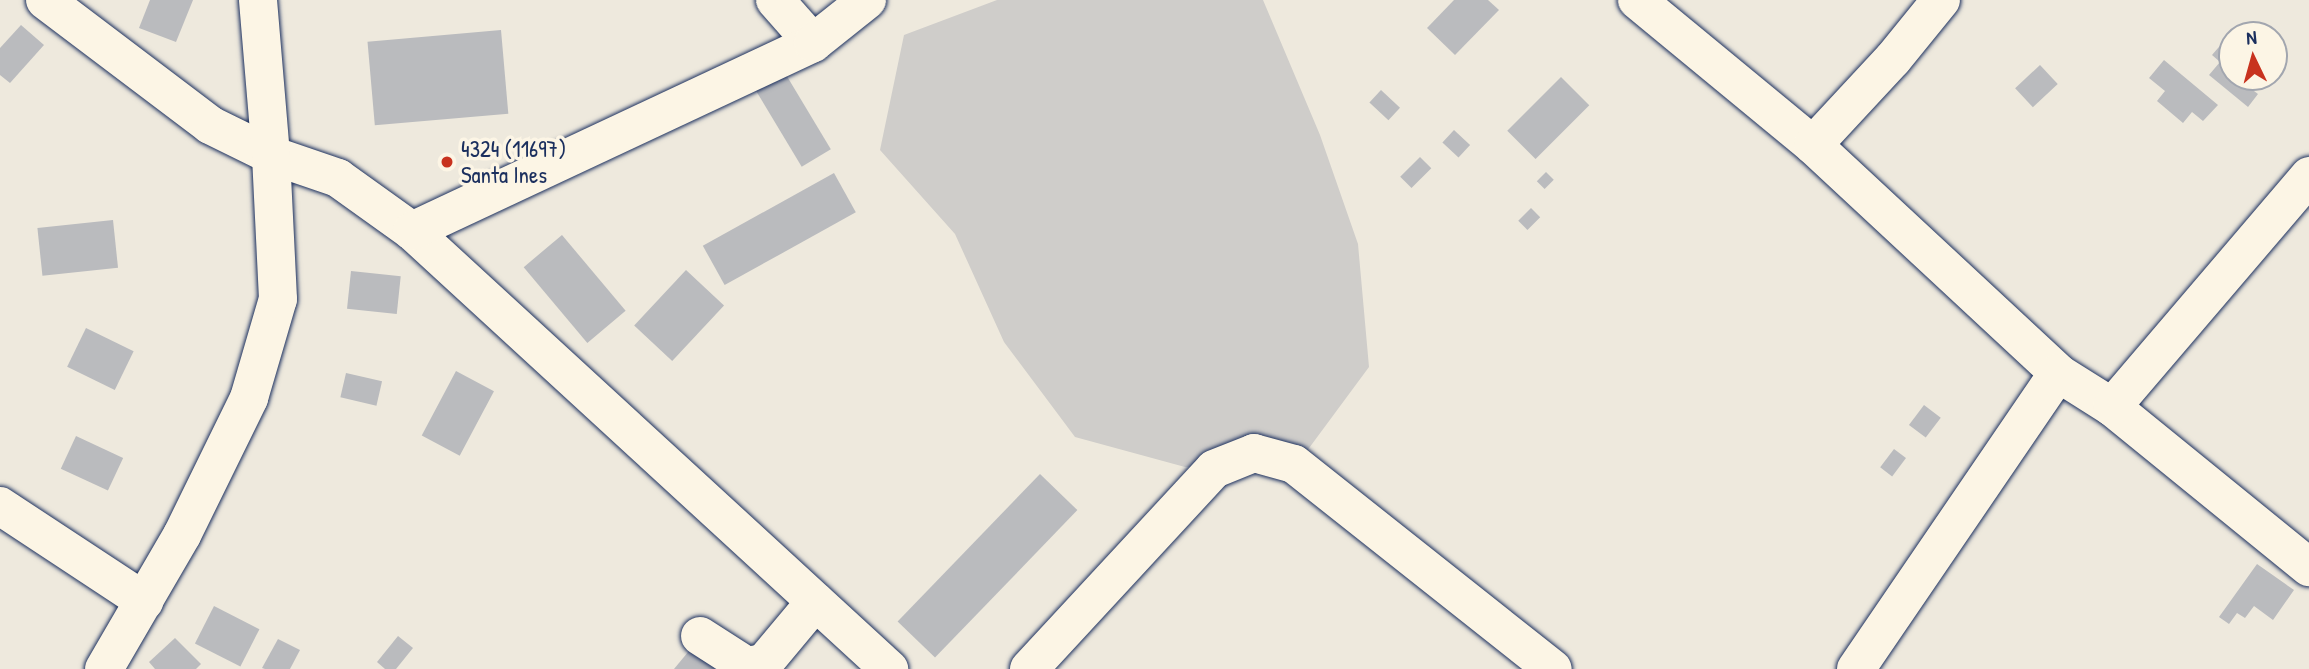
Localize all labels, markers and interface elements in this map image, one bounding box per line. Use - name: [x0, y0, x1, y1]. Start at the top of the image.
- north arrow: [2218, 21, 2288, 91]
- text: N: [2245, 24, 2258, 50]
- place label: 4324 (11697) Santa Ines: [461, 135, 566, 189]
- marker: 4324 (11697) Santa Ines: [439, 154, 455, 170]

====

### WHAT YOU ARE ASKED TO DO
When you print the records above, keep them exact and leave out the pictures.

### REPLY TO THE EXERCISE
Localize all labels, markers and interface elements in this map image, one bounding box per line. Use - name: [x0, y0, x1, y1]. Start at the top of the image.
- north arrow: [2218, 21, 2288, 91]
- text: N: [2245, 24, 2258, 50]
- place label: 4324 (11697) Santa Ines: [461, 135, 566, 189]
- marker: 4324 (11697) Santa Ines: [439, 154, 455, 170]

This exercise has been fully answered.